The garden is almost done for the growing season. There's still plenty of food, like two rows of small potatoes, hardly worth digging up except that then I'd have to (heaven forbid) BUY potatoes. The red and green romaine lettuce is small, but there's 150 feet of it. Even after a dozen mornings of frost the broccoli is still kicking out shoots. Broccoli is my first garden love; it's the hardest worker and keeps going right up until a hard freeze. And there are a few scraggly leeks and scallions, itty-bitty cabbages and lots and lots of kale.

Kale was the stepchild of the garden this summer. There was a period between the time when it got too hot for the lettuce and spinach and the point when we were 'rolling in zucchini' when kale and broccoli and green onions were the main deal. Everybody loves broccoli, green onions are great to cook with, but no one knew what to do with the kale. We asked each other for recipes without success.

Years ago, when taking a class called 'Your Creative Process,' one of my granola-eating, new age teachers told me that the perfect recipe for kale was to saute onions and garlic in olive oil, throw mounds of chopped kale into the pan, cover with a lid, lower the heat and let it wilt for 20-30 minutes.
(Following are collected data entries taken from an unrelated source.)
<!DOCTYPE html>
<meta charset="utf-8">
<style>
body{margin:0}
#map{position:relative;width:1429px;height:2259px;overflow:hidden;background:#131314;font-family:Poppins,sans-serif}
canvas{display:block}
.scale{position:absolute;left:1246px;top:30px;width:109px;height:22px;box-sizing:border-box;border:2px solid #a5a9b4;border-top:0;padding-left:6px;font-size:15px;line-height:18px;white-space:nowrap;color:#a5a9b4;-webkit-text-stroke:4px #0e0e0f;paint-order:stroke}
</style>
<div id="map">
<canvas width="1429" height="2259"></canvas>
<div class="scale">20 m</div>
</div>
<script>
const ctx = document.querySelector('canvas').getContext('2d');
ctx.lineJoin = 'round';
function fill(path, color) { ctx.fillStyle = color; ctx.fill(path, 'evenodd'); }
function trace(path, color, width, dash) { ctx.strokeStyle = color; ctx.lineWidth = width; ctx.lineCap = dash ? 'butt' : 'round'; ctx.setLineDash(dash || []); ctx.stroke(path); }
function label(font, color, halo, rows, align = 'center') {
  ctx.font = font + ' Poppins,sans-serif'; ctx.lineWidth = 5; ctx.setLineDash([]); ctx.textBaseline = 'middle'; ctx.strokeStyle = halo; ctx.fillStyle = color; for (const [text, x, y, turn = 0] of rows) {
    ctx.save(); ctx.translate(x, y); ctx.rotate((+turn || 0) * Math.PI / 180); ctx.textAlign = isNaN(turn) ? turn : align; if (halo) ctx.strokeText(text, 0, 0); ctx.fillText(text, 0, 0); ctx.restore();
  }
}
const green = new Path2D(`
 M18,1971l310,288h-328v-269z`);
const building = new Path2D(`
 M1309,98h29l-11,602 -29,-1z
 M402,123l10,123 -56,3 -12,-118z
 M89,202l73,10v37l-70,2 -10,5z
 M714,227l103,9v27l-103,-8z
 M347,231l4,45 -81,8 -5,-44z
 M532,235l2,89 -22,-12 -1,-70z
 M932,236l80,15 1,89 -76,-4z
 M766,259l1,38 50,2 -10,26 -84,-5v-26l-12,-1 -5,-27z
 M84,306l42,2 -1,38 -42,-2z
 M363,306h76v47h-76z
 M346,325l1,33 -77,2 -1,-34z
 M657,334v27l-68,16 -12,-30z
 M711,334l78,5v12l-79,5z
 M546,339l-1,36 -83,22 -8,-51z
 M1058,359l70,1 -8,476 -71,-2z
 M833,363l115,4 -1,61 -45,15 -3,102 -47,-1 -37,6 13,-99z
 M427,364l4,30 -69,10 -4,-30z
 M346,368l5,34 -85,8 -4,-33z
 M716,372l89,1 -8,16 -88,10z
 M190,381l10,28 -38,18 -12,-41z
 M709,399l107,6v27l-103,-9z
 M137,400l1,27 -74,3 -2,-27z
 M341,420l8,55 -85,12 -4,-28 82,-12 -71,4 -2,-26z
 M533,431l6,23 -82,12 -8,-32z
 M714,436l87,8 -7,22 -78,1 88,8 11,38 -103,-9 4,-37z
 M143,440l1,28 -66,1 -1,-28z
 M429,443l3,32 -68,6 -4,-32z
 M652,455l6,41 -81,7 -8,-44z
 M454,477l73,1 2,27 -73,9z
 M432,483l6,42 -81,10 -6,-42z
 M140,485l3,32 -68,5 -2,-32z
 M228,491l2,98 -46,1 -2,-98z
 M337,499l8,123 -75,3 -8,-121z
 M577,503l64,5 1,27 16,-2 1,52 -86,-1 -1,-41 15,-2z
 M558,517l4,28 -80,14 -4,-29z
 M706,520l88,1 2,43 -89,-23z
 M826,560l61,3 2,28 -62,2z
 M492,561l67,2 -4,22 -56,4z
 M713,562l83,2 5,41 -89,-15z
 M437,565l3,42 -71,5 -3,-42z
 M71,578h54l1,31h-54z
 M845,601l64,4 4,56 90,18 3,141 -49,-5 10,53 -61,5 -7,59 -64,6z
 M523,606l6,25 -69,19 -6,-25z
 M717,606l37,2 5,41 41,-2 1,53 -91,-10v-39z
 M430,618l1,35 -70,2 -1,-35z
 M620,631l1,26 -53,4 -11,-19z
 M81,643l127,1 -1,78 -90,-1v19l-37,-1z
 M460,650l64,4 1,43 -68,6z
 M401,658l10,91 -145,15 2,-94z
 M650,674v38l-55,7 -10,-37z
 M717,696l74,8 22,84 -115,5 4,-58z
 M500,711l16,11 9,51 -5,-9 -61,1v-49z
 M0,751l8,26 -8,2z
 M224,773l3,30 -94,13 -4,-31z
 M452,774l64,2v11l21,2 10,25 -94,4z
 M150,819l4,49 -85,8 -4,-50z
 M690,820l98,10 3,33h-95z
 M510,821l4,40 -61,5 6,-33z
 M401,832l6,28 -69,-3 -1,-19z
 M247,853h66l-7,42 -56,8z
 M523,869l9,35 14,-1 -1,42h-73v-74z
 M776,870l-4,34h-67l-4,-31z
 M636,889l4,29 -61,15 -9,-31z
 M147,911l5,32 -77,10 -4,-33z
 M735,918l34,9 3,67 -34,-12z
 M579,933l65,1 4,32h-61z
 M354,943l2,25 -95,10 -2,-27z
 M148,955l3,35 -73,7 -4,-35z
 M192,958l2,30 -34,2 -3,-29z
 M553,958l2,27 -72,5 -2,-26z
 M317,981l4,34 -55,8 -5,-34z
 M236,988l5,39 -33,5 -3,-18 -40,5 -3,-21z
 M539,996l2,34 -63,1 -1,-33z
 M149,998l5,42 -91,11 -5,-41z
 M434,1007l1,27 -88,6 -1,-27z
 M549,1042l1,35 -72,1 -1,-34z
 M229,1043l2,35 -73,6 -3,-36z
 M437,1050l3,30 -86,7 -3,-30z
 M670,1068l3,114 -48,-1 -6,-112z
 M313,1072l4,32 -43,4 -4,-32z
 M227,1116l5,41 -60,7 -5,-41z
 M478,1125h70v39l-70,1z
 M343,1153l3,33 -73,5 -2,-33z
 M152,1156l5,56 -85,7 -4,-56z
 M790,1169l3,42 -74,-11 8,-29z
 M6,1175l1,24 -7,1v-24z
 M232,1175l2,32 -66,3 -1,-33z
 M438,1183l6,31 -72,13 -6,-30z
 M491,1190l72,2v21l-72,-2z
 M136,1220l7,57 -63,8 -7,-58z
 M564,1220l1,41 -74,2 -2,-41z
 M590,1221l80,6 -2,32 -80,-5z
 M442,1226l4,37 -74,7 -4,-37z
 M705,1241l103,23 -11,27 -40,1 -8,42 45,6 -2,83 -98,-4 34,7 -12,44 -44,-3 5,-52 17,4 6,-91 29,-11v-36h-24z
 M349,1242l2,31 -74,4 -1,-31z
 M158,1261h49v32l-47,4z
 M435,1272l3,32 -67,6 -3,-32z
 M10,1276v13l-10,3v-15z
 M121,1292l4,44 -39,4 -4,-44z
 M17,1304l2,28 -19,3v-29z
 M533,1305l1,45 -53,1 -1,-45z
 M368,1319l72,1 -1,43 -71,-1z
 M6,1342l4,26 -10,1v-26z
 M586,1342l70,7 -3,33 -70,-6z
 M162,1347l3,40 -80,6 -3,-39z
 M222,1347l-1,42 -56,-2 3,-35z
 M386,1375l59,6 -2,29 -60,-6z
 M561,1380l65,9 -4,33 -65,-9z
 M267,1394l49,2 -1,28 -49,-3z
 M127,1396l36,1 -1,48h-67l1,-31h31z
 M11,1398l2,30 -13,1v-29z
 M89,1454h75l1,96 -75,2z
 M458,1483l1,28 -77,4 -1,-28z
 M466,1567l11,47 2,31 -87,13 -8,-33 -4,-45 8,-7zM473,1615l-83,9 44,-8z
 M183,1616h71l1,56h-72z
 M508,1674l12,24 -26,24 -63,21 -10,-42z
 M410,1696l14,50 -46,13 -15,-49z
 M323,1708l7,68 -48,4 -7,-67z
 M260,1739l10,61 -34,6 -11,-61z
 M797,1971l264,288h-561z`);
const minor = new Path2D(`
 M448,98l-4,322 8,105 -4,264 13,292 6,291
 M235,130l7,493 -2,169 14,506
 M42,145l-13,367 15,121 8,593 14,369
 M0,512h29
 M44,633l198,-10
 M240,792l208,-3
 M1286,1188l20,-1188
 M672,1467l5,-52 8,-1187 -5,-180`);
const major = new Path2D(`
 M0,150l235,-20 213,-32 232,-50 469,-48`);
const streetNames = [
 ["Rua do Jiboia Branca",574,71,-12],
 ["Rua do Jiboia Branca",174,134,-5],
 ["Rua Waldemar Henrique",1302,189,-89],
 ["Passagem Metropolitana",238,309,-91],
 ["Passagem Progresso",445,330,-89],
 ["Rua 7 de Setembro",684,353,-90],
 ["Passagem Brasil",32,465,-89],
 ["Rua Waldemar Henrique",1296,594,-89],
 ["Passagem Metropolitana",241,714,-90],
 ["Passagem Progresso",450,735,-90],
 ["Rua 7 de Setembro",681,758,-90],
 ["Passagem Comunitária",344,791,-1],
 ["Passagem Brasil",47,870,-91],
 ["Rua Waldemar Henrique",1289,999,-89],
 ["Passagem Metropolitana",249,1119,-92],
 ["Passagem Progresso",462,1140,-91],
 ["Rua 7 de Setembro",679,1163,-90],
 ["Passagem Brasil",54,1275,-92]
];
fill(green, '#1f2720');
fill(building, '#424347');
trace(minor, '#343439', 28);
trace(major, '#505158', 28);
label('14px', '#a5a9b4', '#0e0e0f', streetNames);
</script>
Since this person liked collard greens and mustard greens and all those other icky, bitter greens, I never worked up the nerve to try it. I talked the recipe up to all the members of the garden, hoping someone would cook it and tell me how it really tasted, but no matter how enthusiastically I promoted no one ever reported back.
As soon as the other vegetables started to kick in, Terrie and Amy whispered that I could skip the kale in their shares. Poor kale, all it did was grow like crazy.
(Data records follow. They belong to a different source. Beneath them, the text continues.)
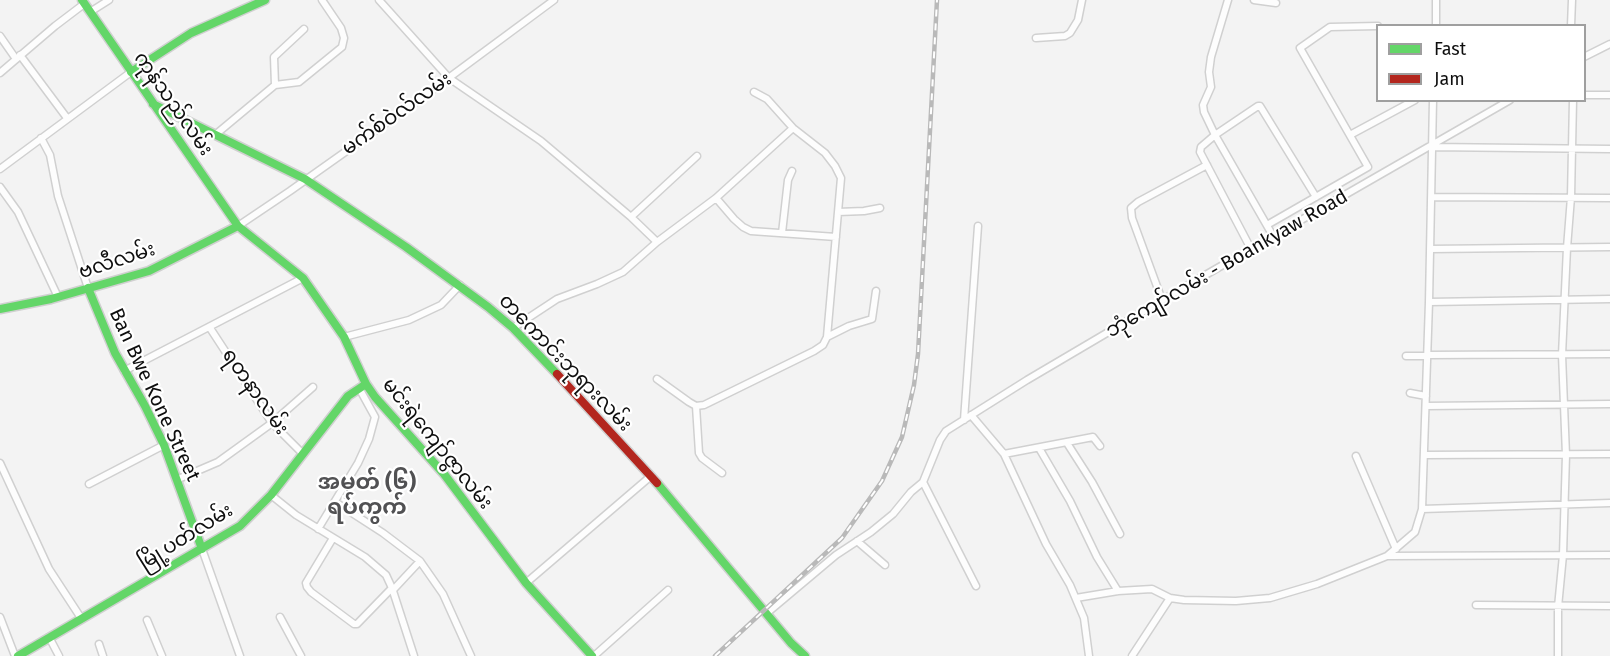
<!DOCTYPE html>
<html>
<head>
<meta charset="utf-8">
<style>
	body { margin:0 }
	#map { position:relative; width:1610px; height:656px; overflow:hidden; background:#f3f3f3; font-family:"Fira Sans",sans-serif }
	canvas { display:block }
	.legend { position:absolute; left:1376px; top:24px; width:210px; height:78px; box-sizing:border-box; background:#fff; border:2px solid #9f9f9f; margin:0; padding:8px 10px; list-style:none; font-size:18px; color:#0e0e0e }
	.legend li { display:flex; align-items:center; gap:12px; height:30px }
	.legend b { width:30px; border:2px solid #9f9f9f }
</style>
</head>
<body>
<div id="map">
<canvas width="1610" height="656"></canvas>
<ul class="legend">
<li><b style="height:8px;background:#63d668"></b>Fast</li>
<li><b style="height:8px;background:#b3261e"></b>Jam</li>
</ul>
</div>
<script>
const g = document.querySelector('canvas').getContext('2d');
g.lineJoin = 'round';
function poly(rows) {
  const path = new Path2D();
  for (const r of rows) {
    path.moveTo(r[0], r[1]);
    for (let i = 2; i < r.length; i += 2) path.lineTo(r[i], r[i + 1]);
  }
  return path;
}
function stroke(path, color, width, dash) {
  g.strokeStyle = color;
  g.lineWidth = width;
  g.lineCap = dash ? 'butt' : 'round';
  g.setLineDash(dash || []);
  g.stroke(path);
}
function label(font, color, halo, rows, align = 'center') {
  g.font = font + ' "Fira Sans","Noto Sans Myanmar",sans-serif';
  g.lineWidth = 4.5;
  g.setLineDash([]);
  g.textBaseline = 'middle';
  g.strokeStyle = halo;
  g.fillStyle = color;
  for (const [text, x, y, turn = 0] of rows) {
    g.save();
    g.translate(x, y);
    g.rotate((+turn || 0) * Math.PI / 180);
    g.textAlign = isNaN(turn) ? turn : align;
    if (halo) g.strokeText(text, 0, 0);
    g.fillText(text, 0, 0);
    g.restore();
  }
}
const street = poly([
	[379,0,449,78,541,141,631,217,697,156],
	[1228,0,1211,57,1209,72,1211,87,1203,105,1204,112,1215,135,1273,236],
	[1254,0,1276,3],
	[90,12,109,0],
	[1436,26,1436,0],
	[1571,26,1572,0],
	[0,36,16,59],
	[1036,38,1065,36,1070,33,1078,20,1082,0],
	[20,55,67,118],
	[1584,57,1610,44],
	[0,73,55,26,84,4],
	[275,85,274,57,304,29],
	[1584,95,1610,95],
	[215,135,275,85,299,82,342,47,344,38,341,28,322,0],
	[1350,135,1415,100],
	[41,138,50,155,58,196,88,288],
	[1431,147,1610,149],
	[0,169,131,72],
	[0,187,18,212,58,297],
	[1432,197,1610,198],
	[716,198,734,219,743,227,751,231,836,237],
	[838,212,864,211,880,208],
	[631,217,657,242],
	[1267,225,1368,167,1300,48,1330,27,1378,26],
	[238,226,290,191,427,94,554,0],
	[782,233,788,180,792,171],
	[1251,249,1200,152,1201,147,1215,135,1258,106,1260,106,1316,197],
	[1430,249,1610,247],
	[1162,300,1132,218,1131,208,1138,202,1207,165],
	[1429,302,1610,299],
	[210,328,272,423,303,454],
	[513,328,557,299,597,284,623,272,657,242,716,198,793,128],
	[344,337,409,320,441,305,460,285],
	[827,337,849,326,872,319,876,291],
	[1427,355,1610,354],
	[1406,356,1427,356],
	[124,371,303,278],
	[657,379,689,402,696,406,704,405,814,351,823,345,827,337,841,178,835,166,825,153,793,128,767,99,754,92],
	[1410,393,1426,396],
	[696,406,699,453,702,458,722,473],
	[1426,406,1610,404],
	[971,415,1004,454,1046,544,1070,585,1084,618,1089,656],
	[964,420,978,226],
	[1067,443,1092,482,1120,534],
	[1039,448,1070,501,1097,557,1118,591],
	[1004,454,1093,437,1100,446],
	[1424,455,1610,454],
	[1356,456,1396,549],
	[0,463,49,569,81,618],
	[176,480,218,462,272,423,313,387],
	[923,482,976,586],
	[89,484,164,445],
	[271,495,296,515,365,557,386,575,392,588,414,656],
	[335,502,383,533,420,561,443,594,471,656],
	[1422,509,1610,503],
	[318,529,358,463,369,439,375,417,359,388],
	[333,538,306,583,307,587,311,592,354,624,357,624,392,588],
	[857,541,885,565],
	[202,549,240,656],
	[1388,556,1610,555],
	[526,583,651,476],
	[393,590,420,561],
	[1076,598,1118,591,1152,589,1170,598,1184,600,1236,601,1270,598,1317,584,1387,556,1415,532,1422,509,1429,302,1433,100],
	[1476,605,1610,606],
	[767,613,836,555,871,532,893,514,911,492,923,482,940,440,946,431,1027,380,1195,281,1510,100],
	[0,617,15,656],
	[280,617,301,656],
	[147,620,162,656],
	[49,637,59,656],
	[99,644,103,656],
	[594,656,668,590],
	[1132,656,1170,598],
	[1558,656,1558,607,1563,555,1566,455,1562,355,1567,248,1571,197,1573,100]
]);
const fast = poly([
	[82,0,238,226,303,278,344,337,366,384,375,397,444,474,526,583,592,656],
	[131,72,191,33,265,0],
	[153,104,305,179,406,247,488,307,513,328,557,374],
	[88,288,115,353,145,406,164,445,202,549],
	[0,309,51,299,149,271,238,226],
	[657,483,791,643,805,656],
	[18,656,240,526,271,495,348,396,366,384]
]);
const jam = poly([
	[557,374,657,483]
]);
const rail = poly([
	[715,656,842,538,882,481,902,437,914,385,918,354,937,0]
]);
const streetNames = [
	["ကုန်သည်လမ်း",173,104,55],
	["မက်စ်ဝဲလ်လမ်း",397,114,-35],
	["ဗလီလမ်း",117,261,-18],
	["ဘုံကျော်လမ်း - Boankyaw Road",1227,264,-30],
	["တကောင်းဘုရားလမ်း",565,363,46],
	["ရတနာလမ်း",255,392,55],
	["Ban Bwe Kone Street",154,395,65],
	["မင်းရဲကျော်ဇွာလမ်း",437,444,51],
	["မြို့ပတ်လမ်း",186,537,-32]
];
const quarterNames = [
	["အမှတ် (၆)",367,483],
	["ရပ်ကွက်",367,508]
];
stroke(street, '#d0d0d0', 9);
stroke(fast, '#d0d0d0', 11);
stroke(jam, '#d0d0d0', 11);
stroke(street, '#fdfdfd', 6);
stroke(fast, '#63d668', 8);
stroke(jam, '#b3261e', 8);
stroke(rail, '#b9b9b9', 4.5);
stroke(rail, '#fff', 2, [7]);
label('20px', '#0e0e0e', '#fff', streetNames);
label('bold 22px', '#515153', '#fff', quarterNames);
</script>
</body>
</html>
Later I came across David Leite, food blogger (leitesculinaria.com) and author of
The New Portugeuese Table. Turns out kale is the national food of Portugal! It's a key component in their famed Caldo Verde (green soup) and much more. Next summer there will be Portuguese recipes galore and root vegetables ready to pick up the slack so the kale doesn't have to take such abuse.

The garlic's in for next year. You plant garlic in the fall, the full moon after the first frost, usually October in Michigan. On the last group day of the season, while the rest of us pulled up plastic mulch, Helen and Ann planted garlic: twenty bulbs of hard necked cloves, twenty bulbs of soft neck cloves. About one row's worth was left to plant at the end of the day. I said I'd finish up later in the week, but when I went back out to look (ok, two or three weeks later), I couldn't see where the rows were. There'd been days of rain so I couldn't see where the dirt had been disturbed by planting. Ann said they'd put in five or six rows, but I could only find flags marking a possible two.

I thought I'd gotten plenty of garlic for next year, but I started to panic that we might run short. If you mess up on garlic in the fall, there's not so much you can do about it in the spring. If we had three 50 ft rows, cloves 6 inches apart, for 100 plants per row, that would only make 300 bulbs for next year. Divide by 12 shares and that's a maximum of 25 bulbs per share if everything comes up. Take away 40-50 bulbs to have seed for next year and it's only about 20 bulbs per share. I'd wanted to have much more. A couple of weeks later Helen came and put the last row in (Yea, Helen!) She says she thinks there are at least 6 rows, but I can only see where three are sending up sprouts (not counting the last one planted). Well, 400 plants is a little better.


There's lots left to do in the garden. Matt, my nephew, is spreading composted cow manure (the good stuff) and will till it into the soil next week. The place to start for a good garden is always 'in the dirt'. Without strong soil the plants can't thrive. My garden has large grained soil, low in organic matter, poor at holding water. I never have to worry about too much rain because it flows right through, a benefit last spring when we had water up the wazoo. Most problems with vegetable production come back to a lack of nutrients. (I'm embarrassed to confess that I've never had a soil test done. Next task on my list: find the soil test box I bought in the spring and use it.)